:: Material provided ::
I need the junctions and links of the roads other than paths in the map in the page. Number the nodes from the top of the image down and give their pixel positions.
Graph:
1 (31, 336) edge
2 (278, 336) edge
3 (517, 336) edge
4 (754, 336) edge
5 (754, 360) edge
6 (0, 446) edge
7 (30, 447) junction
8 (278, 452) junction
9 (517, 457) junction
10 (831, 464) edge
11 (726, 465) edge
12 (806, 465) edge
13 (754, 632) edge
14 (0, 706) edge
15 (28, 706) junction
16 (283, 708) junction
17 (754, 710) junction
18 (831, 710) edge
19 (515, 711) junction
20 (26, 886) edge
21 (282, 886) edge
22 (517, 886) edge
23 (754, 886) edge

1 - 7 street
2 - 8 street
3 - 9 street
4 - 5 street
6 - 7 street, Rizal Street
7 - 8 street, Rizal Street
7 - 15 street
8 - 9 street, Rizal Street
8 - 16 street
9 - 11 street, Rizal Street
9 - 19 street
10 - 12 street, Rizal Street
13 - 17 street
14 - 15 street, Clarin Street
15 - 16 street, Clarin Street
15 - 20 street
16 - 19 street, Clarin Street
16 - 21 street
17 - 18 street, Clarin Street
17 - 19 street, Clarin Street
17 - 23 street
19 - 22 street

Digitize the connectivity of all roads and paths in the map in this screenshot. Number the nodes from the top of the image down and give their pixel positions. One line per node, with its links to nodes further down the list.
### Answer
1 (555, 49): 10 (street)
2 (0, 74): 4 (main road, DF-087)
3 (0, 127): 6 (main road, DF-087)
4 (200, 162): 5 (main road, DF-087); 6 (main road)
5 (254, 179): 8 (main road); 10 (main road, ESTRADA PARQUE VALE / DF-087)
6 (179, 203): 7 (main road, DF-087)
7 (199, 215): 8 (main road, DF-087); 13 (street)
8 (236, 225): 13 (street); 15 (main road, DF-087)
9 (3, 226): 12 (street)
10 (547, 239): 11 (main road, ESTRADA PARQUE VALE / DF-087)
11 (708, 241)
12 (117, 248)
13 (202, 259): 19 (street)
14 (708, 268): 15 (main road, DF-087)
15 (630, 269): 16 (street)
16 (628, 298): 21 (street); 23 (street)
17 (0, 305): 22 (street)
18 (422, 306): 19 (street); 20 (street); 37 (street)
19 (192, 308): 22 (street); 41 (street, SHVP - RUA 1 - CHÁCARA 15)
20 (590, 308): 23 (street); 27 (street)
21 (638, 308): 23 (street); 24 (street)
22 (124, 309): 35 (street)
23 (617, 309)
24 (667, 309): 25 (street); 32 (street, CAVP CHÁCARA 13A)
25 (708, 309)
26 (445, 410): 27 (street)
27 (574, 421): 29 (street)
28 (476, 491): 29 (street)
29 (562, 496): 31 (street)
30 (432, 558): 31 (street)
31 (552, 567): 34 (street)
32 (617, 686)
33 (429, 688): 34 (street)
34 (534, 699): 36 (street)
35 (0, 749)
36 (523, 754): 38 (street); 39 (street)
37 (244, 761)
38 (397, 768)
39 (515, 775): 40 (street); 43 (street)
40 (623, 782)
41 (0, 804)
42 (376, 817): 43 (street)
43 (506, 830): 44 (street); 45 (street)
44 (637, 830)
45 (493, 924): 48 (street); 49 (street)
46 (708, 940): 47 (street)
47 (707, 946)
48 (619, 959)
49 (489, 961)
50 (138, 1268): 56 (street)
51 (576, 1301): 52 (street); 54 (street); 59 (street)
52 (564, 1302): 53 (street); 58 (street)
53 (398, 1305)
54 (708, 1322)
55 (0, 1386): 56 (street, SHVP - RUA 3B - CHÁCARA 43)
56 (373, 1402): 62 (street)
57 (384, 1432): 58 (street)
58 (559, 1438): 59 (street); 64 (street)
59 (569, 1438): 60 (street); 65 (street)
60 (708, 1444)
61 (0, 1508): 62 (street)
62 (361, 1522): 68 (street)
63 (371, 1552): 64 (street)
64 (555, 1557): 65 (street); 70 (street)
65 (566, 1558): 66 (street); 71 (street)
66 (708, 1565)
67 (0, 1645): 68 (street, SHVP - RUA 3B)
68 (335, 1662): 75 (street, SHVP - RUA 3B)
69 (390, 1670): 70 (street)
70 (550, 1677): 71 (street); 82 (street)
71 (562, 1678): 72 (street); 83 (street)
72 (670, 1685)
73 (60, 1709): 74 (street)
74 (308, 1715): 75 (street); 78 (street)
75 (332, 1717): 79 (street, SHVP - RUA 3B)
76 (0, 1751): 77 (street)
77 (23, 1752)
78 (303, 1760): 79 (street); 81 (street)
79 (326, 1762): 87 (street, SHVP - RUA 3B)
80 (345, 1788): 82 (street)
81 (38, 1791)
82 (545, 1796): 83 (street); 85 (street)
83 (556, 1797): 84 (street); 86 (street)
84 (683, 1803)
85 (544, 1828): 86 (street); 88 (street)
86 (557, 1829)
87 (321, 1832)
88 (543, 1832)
:::
Some lines contain the word "VALE". Pull each one out of the listing.

5 (254, 179): 8 (main road); 10 (main road, ESTRADA PARQUE VALE / DF-087)
10 (547, 239): 11 (main road, ESTRADA PARQUE VALE / DF-087)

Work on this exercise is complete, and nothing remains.